• **What the task asks**
Restate word for word the line containing "thumb mcp: (109, 168)" and each line that follows it, through the last line below, and nothing else.

• **Task data**
----------
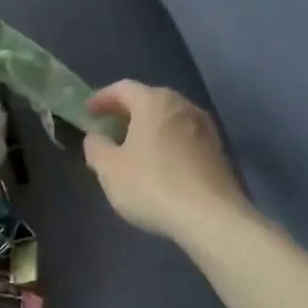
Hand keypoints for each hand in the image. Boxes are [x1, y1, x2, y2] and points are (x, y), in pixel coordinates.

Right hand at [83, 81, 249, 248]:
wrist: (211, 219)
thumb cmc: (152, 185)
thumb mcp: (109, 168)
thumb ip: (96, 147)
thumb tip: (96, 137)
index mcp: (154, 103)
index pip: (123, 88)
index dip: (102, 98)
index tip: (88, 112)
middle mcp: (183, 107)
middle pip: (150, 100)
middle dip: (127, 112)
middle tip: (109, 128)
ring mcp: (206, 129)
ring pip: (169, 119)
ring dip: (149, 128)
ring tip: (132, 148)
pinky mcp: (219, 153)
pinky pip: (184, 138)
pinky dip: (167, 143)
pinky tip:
----------
• **Result**
thumb mcp: (109, 168)
thumb ip: (96, 147)
thumb tip: (96, 137)
index mcp: (154, 103)
index pip: (123, 88)
index dip: (102, 98)
index tip: (88, 112)
middle mcp: (183, 107)
middle pip: (150, 100)
middle dip: (127, 112)
middle tip: (109, 128)
ring mcp: (206, 129)
ring pip: (169, 119)
ring dip: (149, 128)
ring tip: (132, 148)
pinky mcp: (219, 153)
pinky pip: (184, 138)
pinky dip: (167, 143)
pinky tip:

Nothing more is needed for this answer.